Easy Install HBase/Hadoop in Pseudo Distributed Mode

Introduction

This documentation should get you up and running with a full pseudo distributed Hadoop/HBase installation in an Ubuntu VM quickly. I use Ubuntu because the Debian Package Management (apt) is by far the best way to install software on a machine. It is possible to also use this on regular hardware as well.

The reason why you will need this is because much of the existing documentation is spread around quite a few different locations. Thus, I've already done the work of digging this information out so that you don't have to.

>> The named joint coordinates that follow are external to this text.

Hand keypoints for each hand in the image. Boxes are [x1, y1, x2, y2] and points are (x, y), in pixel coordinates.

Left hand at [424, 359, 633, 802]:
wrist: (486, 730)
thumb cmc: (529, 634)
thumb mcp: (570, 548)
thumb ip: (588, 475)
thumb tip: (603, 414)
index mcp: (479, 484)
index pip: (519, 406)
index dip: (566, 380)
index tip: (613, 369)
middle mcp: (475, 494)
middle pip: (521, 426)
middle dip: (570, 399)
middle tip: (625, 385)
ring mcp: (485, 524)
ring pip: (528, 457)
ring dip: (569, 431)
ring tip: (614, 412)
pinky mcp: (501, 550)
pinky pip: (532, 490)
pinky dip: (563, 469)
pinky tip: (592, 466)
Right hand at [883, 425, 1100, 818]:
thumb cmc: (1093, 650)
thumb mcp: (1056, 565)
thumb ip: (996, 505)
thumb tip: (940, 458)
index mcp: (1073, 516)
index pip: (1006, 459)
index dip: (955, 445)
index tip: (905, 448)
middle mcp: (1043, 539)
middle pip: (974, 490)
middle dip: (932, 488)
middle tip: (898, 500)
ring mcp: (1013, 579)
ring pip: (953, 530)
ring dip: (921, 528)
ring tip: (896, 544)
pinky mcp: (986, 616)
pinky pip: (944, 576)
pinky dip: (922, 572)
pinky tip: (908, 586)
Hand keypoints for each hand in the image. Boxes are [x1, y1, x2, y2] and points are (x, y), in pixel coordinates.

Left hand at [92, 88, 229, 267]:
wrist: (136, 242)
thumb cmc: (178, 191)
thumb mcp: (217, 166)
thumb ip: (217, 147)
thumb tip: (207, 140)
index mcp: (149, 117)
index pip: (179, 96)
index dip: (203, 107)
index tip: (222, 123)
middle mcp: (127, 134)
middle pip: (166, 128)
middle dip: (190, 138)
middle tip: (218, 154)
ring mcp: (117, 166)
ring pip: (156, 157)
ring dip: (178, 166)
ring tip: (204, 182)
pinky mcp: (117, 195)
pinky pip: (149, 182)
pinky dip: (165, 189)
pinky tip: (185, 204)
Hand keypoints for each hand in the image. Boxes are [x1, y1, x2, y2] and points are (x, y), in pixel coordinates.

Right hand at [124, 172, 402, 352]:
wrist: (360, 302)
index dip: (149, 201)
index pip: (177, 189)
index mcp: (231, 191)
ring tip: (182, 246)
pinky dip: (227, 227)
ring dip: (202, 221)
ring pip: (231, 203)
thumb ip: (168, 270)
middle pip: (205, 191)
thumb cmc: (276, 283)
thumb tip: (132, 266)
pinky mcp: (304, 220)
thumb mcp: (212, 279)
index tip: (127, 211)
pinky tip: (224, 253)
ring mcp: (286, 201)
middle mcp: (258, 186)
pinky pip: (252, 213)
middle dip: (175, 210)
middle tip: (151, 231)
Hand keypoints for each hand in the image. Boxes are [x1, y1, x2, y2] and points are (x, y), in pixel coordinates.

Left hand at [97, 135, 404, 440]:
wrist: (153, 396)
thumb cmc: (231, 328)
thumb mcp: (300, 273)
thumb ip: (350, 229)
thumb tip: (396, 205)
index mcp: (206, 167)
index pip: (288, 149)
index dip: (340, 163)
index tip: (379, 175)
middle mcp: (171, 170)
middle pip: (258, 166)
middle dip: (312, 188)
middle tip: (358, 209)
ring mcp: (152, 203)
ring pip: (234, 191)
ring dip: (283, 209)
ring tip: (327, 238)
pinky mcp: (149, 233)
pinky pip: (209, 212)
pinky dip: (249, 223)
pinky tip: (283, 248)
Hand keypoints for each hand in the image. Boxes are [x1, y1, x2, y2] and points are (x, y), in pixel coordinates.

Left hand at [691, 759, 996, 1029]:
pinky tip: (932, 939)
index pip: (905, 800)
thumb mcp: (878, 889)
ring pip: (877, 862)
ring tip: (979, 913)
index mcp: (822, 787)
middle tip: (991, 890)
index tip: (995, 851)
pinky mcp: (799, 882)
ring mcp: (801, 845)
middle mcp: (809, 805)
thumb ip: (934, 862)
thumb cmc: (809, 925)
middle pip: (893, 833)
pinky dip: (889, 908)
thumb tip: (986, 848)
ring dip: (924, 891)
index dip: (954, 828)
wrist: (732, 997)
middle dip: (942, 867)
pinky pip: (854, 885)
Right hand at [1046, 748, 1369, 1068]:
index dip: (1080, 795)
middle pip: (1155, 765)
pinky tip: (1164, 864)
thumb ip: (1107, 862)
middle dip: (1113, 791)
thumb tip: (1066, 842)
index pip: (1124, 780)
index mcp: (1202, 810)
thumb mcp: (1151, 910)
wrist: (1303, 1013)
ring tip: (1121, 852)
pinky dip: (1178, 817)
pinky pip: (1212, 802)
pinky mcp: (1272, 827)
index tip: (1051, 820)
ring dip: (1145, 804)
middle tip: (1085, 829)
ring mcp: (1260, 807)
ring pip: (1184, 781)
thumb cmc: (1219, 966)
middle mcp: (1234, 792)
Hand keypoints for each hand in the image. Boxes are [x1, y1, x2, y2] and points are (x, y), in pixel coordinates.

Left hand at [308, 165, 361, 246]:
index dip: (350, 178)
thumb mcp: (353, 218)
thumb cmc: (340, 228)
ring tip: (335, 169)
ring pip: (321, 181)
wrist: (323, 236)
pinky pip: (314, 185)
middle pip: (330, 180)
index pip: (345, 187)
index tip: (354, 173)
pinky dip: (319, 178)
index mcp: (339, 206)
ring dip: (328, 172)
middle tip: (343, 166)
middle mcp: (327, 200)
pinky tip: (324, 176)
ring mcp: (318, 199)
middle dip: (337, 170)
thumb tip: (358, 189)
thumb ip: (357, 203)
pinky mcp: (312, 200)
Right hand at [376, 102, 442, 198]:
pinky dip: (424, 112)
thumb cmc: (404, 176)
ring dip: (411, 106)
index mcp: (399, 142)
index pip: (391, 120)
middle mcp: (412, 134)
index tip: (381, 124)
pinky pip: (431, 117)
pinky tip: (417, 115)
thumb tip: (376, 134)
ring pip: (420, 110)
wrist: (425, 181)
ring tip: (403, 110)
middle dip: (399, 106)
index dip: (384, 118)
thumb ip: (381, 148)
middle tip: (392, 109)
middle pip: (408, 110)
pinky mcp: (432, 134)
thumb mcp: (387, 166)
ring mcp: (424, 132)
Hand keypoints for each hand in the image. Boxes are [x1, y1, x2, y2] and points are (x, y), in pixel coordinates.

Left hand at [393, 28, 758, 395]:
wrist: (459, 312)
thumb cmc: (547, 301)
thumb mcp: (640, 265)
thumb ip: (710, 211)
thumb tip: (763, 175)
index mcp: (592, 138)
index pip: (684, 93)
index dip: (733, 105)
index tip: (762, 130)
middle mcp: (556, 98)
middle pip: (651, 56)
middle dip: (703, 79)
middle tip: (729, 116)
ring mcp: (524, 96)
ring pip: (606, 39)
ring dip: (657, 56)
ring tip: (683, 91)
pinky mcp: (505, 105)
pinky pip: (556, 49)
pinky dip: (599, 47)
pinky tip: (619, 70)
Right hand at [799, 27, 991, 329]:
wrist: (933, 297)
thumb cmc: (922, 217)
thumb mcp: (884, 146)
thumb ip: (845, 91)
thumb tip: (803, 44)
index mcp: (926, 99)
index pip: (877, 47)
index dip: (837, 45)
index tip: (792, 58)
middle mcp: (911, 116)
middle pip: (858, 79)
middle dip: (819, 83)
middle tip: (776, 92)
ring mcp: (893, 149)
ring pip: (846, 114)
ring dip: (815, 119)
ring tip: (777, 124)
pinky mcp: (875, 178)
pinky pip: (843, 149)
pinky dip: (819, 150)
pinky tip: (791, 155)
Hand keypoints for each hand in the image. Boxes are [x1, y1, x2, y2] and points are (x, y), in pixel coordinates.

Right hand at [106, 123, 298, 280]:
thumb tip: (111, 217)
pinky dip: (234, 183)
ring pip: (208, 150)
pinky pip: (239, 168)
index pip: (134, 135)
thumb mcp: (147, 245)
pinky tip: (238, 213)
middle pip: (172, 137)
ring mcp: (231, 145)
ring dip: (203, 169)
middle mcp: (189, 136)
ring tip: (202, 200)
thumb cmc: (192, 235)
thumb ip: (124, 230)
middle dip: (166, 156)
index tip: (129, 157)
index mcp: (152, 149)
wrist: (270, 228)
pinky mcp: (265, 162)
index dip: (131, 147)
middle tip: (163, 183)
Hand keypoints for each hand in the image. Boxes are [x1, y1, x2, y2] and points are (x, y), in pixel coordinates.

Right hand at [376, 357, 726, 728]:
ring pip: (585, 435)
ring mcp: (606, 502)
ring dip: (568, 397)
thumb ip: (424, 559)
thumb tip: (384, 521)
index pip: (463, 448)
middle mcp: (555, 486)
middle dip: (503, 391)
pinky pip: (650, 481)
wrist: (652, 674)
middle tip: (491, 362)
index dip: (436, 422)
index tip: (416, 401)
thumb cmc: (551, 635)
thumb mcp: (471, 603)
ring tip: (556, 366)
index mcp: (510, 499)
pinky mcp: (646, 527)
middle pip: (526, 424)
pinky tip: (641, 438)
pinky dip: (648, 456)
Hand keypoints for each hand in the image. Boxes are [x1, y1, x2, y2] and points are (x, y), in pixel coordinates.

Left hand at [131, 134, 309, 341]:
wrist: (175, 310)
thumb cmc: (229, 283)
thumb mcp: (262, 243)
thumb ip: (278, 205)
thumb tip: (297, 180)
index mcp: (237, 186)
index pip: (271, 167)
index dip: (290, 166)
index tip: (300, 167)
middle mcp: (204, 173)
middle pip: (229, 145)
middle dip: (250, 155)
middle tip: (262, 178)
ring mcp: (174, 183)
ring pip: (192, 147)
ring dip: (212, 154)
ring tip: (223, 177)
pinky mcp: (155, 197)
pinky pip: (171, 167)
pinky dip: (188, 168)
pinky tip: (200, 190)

This documentation is intended to be read and used from top to bottom. Before you do an initial install, I suggest you read through it once first.

Reference Manuals

Create the virtual machine

The first thing that you will want to do is download a copy of the Ubuntu Server 10.04 64bit ISO image. This version is the current Long Term Support (LTS) version. These instructions may work with a newer version, but I'm suggesting the LTS because that is what I test with and also what your operations team will most likely want to install into production. Once you have the ISO, create a new virtual machine using your favorite VM manager (I like vmware fusion on my Mac).

Unix Box Setup

Once you have logged into the box, we need to setup some resources...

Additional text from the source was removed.